» **EXERCISE PROMPT**: Without changing a character, return the entries, but not the images they hold.

--- START ---

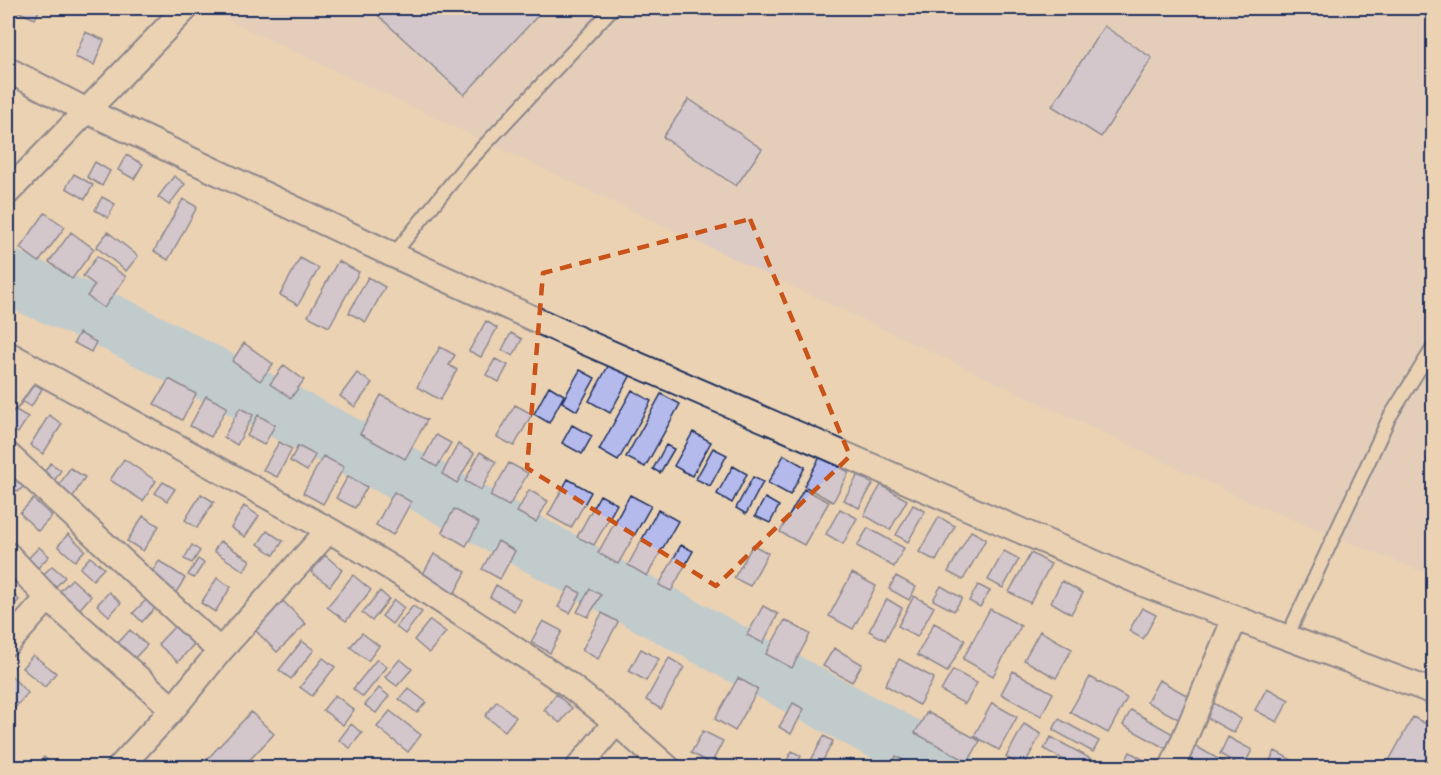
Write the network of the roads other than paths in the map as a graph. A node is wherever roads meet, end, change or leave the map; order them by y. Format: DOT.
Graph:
graph roads {
  1 [pos="186,8"];
  2 [pos="613,8"];
  3 [pos="8,70"];
  4 [pos="85,110"];
  5 [pos="8,192"];
  6 [pos="393,255"];
  7 [pos="1434,346"];
  8 [pos="8,354"];
  9 [pos="30,367"];
  10 [pos="8,399"];
  11 [pos="8,455"];
  12 [pos="329,530"];
  13 [pos="8,555"];
  14 [pos="48,598"];
  15 [pos="1235,618"];
  16 [pos="1287,637"];
  17 [pos="8,643"];
  18 [pos="220,651"];
  19 [pos="1434,692"];
  20 [pos="173,709"];
  21 [pos="616,722"];
  22 [pos="119,768"];
  23 [pos="578,768"];
  24 [pos="668,768"];
  25 [pos="1172,768"];
  1 -- 4 [label="street"];
  2 -- 6 [label="lane"];
  3 -- 4 [label="street"];
  4 -- 5 [label="street"];
  4 -- 6 [label="street"];
  6 -- 15 [label="street"];
  7 -- 16 [label="lane"];
  8 -- 9 [label="street"];
  9 -- 10 [label="street"];
  9 -- 12 [label="street"];
  11 -- 18 [label="street"];
  12 -- 18 [label="street"];
  12 -- 21 [label="street"];
  13 -- 14 [label="street"];
  14 -- 17 [label="street"];
  14 -- 20 [label="street"];
  15 -- 16 [label="street"];
  15 -- 25 [label="street"];
  16 -- 19 [label="street"];
  18 -- 20 [label="street"];
  20 -- 22 [label="street"];
  21 -- 23 [label="street"];
  21 -- 24 [label="street"];
}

--- END ---

» **TASK RESPONSE**:
Write the network of the roads other than paths in the map as a graph. A node is wherever roads meet, end, change or leave the map; order them by y. Format: DOT.
Graph:
graph roads {
  1 [pos="186,8"];
  2 [pos="613,8"];
  3 [pos="8,70"];
  4 [pos="85,110"];
  5 [pos="8,192"];
  6 [pos="393,255"];
  7 [pos="1434,346"];
  8 [pos="8,354"];
  9 [pos="30,367"];
  10 [pos="8,399"];
  11 [pos="8,455"];
  12 [pos="329,530"];
  13 [pos="8,555"];
  14 [pos="48,598"];
  15 [pos="1235,618"];
  16 [pos="1287,637"];
  17 [pos="8,643"];
  18 [pos="220,651"];
  19 [pos="1434,692"];
  20 [pos="173,709"];
  21 [pos="616,722"];
  22 [pos="119,768"];
  23 [pos="578,768"];
  24 [pos="668,768"];
  25 [pos="1172,768"];
  1 -- 4 [label="street"];
  2 -- 6 [label="lane"];
  3 -- 4 [label="street"];
  4 -- 5 [label="street"];
  4 -- 6 [label="street"];
  6 -- 15 [label="street"];
  7 -- 16 [label="lane"];
  8 -- 9 [label="street"];
  9 -- 10 [label="street"];
  9 -- 12 [label="street"];
  11 -- 18 [label="street"];
  12 -- 18 [label="street"];
  12 -- 21 [label="street"];
  13 -- 14 [label="street"];
  14 -- 17 [label="street"];
  14 -- 20 [label="street"];
  15 -- 16 [label="street"];
  15 -- 25 [label="street"];
  16 -- 19 [label="street"];
  18 -- 20 [label="street"];
  20 -- 22 [label="street"];
  21 -- 23 [label="street"];
  21 -- 24 [label="street"];
}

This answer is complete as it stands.